> **Task to carry out**: Among the records, find the lines that hold the string "Nordhoff" and return them.

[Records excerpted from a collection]
########
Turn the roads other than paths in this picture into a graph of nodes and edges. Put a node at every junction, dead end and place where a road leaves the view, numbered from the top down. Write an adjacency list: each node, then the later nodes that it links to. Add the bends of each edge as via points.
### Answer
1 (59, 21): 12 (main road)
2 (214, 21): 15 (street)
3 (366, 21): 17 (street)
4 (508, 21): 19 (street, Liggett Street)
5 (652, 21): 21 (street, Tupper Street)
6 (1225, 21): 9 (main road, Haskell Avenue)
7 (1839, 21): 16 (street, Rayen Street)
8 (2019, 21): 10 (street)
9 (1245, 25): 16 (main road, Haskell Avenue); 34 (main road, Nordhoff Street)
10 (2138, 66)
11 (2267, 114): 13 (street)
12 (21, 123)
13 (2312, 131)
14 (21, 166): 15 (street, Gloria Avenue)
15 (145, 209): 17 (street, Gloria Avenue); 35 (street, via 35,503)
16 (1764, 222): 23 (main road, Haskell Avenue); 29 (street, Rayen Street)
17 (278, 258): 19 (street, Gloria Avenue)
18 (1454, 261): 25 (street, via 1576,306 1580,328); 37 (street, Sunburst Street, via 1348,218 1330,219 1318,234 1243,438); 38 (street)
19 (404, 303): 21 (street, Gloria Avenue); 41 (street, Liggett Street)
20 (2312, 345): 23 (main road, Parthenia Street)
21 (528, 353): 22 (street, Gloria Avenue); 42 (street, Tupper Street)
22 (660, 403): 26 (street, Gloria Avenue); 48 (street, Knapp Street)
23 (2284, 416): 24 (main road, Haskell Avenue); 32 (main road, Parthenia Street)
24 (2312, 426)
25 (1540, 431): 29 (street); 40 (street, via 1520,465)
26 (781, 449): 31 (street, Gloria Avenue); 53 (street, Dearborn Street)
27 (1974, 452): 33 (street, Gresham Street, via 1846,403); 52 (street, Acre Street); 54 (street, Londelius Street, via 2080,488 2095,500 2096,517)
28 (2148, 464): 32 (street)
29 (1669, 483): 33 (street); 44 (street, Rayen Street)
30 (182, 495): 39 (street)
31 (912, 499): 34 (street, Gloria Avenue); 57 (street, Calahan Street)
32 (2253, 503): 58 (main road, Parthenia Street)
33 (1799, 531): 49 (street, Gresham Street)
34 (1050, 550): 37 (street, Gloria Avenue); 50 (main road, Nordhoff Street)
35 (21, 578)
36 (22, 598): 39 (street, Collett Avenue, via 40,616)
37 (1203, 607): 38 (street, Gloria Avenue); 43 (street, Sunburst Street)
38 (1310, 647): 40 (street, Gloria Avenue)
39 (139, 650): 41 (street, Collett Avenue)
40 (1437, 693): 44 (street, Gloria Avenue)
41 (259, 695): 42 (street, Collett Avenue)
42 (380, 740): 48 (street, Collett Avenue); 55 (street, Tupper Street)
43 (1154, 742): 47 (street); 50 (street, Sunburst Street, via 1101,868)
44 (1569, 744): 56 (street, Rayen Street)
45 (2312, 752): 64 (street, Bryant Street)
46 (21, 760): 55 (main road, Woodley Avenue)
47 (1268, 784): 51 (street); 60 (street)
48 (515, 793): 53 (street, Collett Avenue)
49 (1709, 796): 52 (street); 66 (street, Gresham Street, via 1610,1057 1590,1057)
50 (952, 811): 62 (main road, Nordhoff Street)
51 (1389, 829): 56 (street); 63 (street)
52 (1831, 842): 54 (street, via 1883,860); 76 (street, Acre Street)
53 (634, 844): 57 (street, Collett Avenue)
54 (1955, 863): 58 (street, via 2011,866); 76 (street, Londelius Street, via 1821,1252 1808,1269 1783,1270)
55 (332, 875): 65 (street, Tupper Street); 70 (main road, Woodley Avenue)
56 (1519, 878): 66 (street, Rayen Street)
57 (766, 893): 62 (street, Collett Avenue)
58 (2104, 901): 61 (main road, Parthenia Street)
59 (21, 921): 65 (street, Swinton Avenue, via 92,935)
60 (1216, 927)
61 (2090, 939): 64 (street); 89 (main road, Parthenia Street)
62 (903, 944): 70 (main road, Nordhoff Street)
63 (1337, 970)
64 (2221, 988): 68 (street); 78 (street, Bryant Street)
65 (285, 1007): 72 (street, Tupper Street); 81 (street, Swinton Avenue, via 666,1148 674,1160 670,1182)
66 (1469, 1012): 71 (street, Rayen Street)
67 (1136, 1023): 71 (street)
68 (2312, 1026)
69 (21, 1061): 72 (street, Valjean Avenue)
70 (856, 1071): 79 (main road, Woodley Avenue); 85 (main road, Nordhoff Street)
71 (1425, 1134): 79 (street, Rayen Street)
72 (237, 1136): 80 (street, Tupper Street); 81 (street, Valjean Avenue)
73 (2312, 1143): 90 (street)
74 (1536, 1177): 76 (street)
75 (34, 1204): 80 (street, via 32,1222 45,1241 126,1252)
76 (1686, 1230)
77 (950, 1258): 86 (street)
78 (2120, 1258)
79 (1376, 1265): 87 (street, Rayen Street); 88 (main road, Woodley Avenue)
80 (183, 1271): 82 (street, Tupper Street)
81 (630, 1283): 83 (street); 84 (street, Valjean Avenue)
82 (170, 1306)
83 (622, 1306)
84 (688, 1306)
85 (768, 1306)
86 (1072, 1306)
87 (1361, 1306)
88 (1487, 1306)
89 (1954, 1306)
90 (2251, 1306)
########
> **Completed task**:
9 (1245, 25): 16 (main road, Haskell Avenue); 34 (main road, Nordhoff Street)
34 (1050, 550): 37 (street, Gloria Avenue); 50 (main road, Nordhoff Street)
50 (952, 811): 62 (main road, Nordhoff Street)
62 (903, 944): 70 (main road, Nordhoff Street)
70 (856, 1071): 79 (main road, Woodley Avenue); 85 (main road, Nordhoff Street)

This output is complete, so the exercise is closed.